Starling House by Alix E. Harrow - an undeniably beautiful modern gothic fantasy
- Jacqueline L'Estrange

- Nov 10
- 2 min read
Yes, there is a slow build-up. Is it worth it? Completely. I was enmeshed and fully invested in this spellbinding tale of a cursed town and a haunted house.

Opal is a lot of things – orphan, high-school dropout, full-time cynic. Most of all, she’s determined to find a better life for her younger brother. One that gets them both out of Eden, a town renowned for bad luck. So when Opal gets the chance to earn a good wage at Starling House, Eden’s very own haunted mansion, she can’t resist.

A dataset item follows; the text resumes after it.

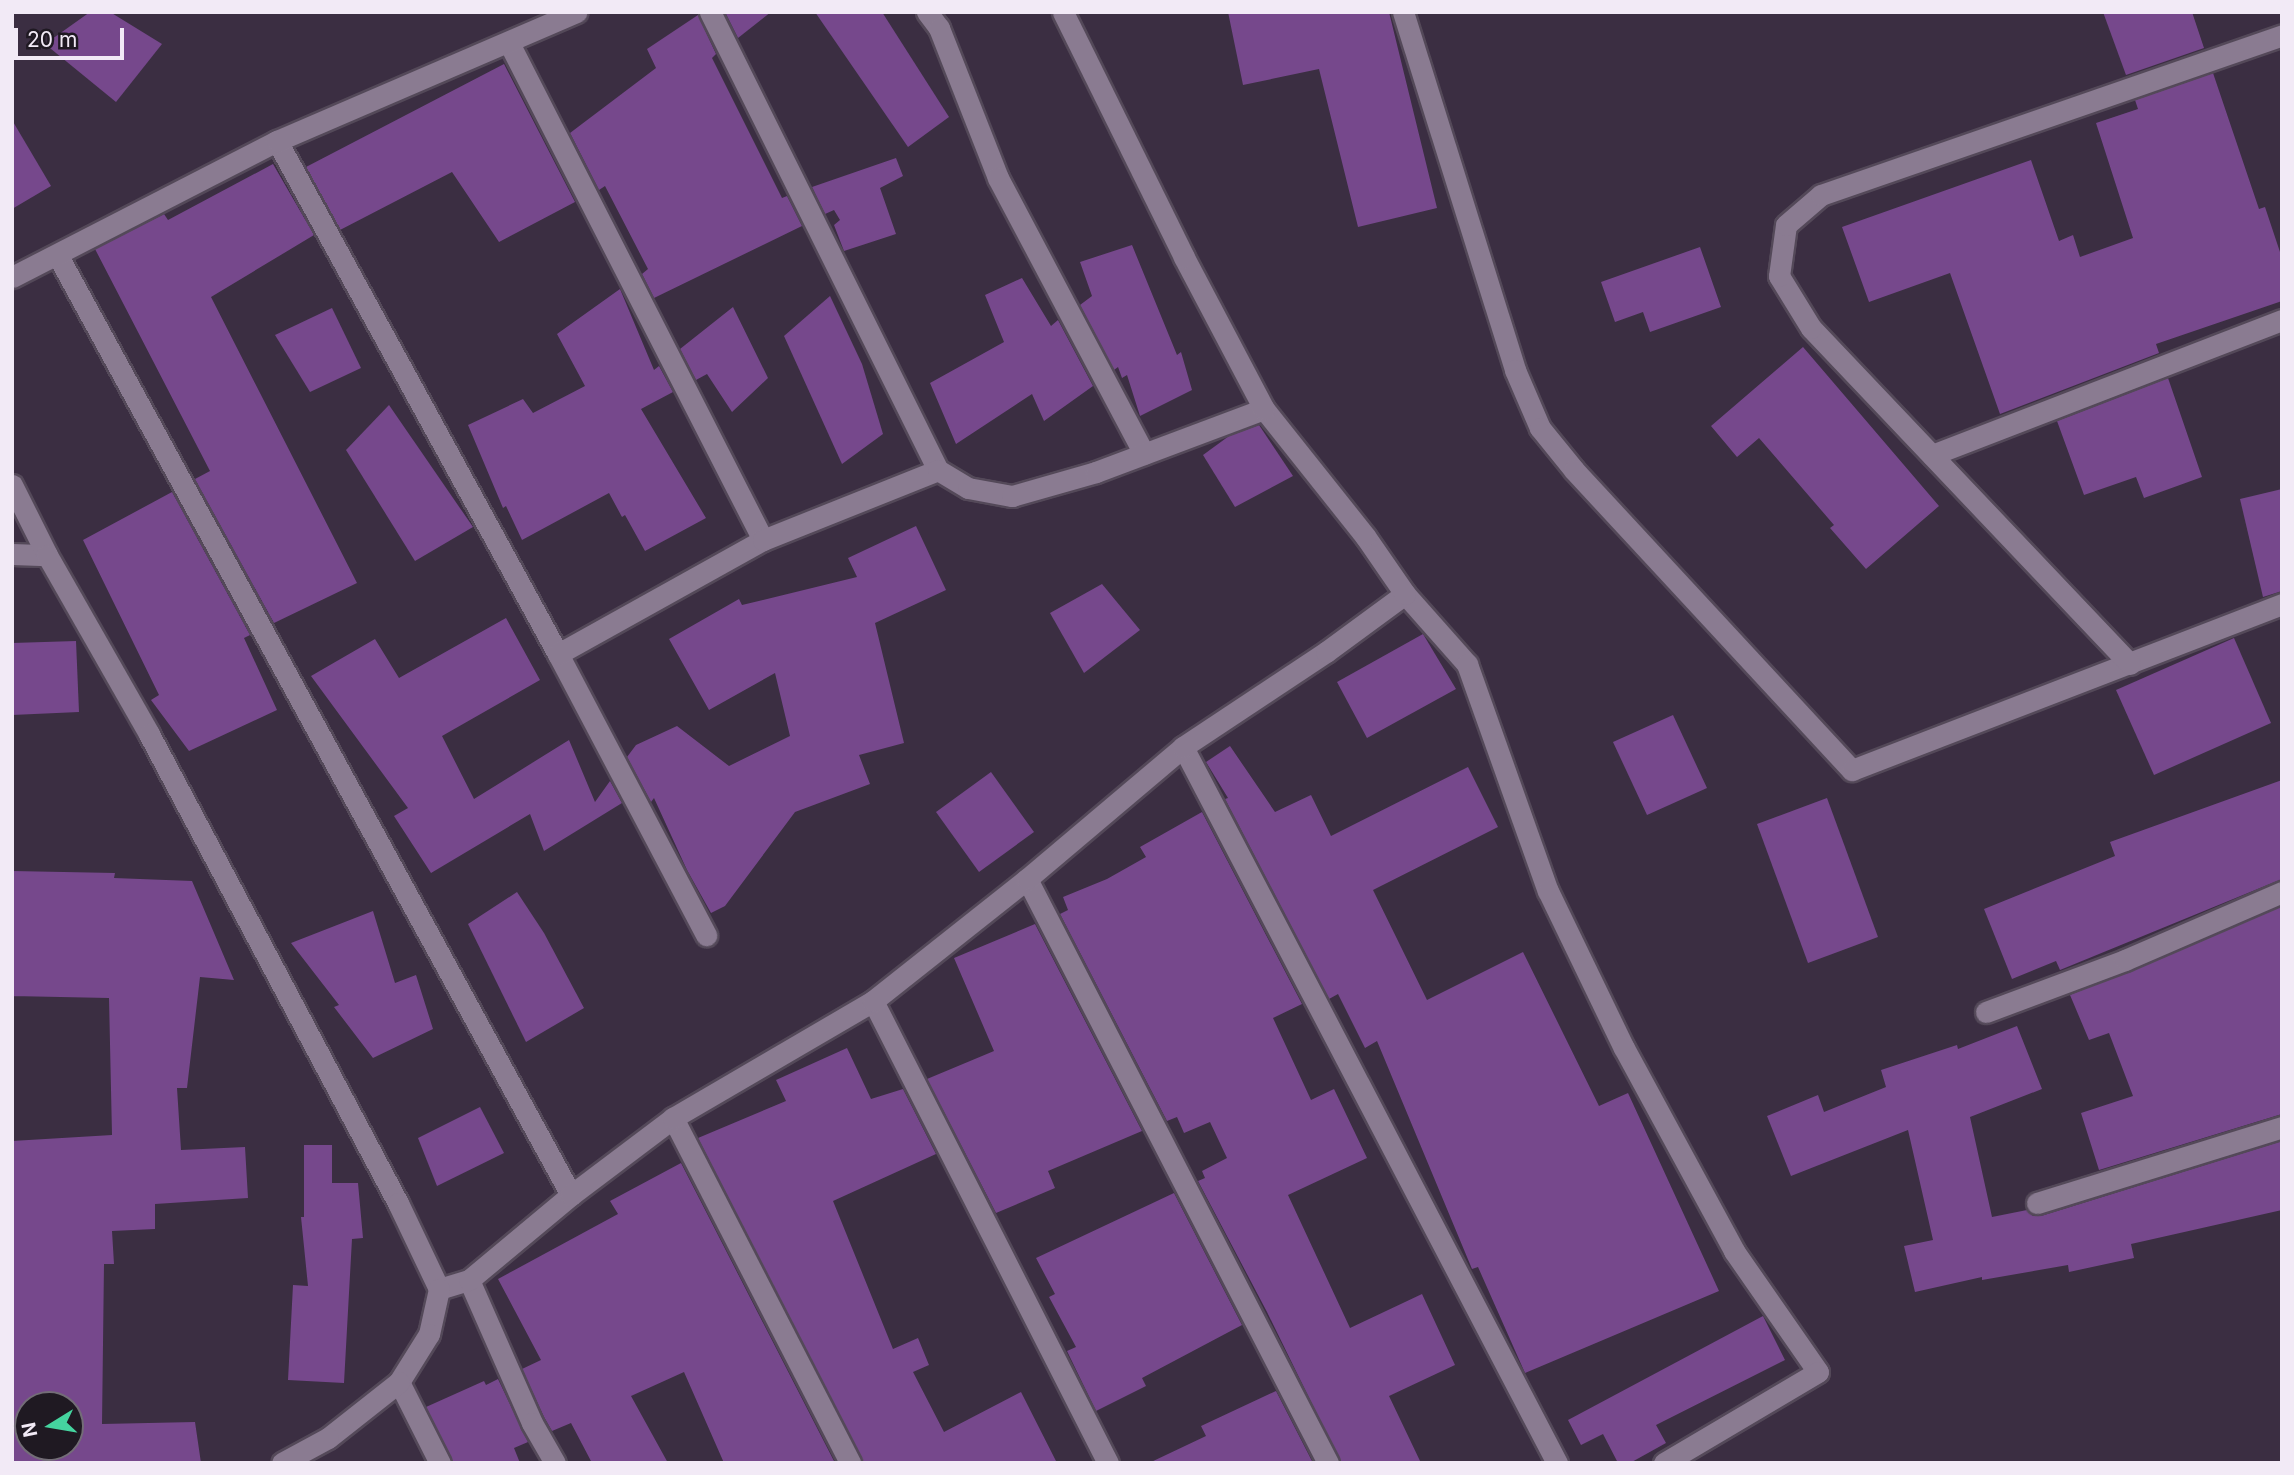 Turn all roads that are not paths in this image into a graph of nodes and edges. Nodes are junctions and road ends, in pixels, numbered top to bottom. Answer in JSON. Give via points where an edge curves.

Her new workplace is uncanny and full of secrets – just like Arthur, its brooding heir. It also feels strangely, dangerously, like something Opal never had: a home. As sinister forces converge on Eden, Opal realizes she might finally have found a reason to stick around. But now she’ll have to fight for it . . .
The worldbuilding is fantastically vivid with an atmospheric writing style that dripped with tension - I literally devoured Starling House.
Opal, our main character, is beautifully nuanced and believable. While her background is tragic, she isn’t. She’s strong and flawed, vicious and witty, soft and sarcastic.
“People like me have to make two lists: what they need and what they want. You keep the first list short, if you’re smart, and you burn the second one.”
Her journey is full of beasts and darkness and gothic vibes, an intriguing story that weaves between reality and imagination with a sentient house at the center of it all.
Starling House is a character in its own right; playful and mournful, drawing you into its eerie embrace. Some of my favourite scenes were of the house reacting to its inhabitants.
“But Starling House was no longer just a house. What had begun as stone and mortar had become something more, with ribs for rafters and stone for skin. It has no heart, but it feels; it has no brain, but it dreams.”
The slow burn romance is delightful, and with each turn of the page you uncover more layers of dark secrets. It is a story of hope and longing, curiosity and courage and, above all, what it means to belong.
PS. The footnotes were a quirky touch that I appreciated!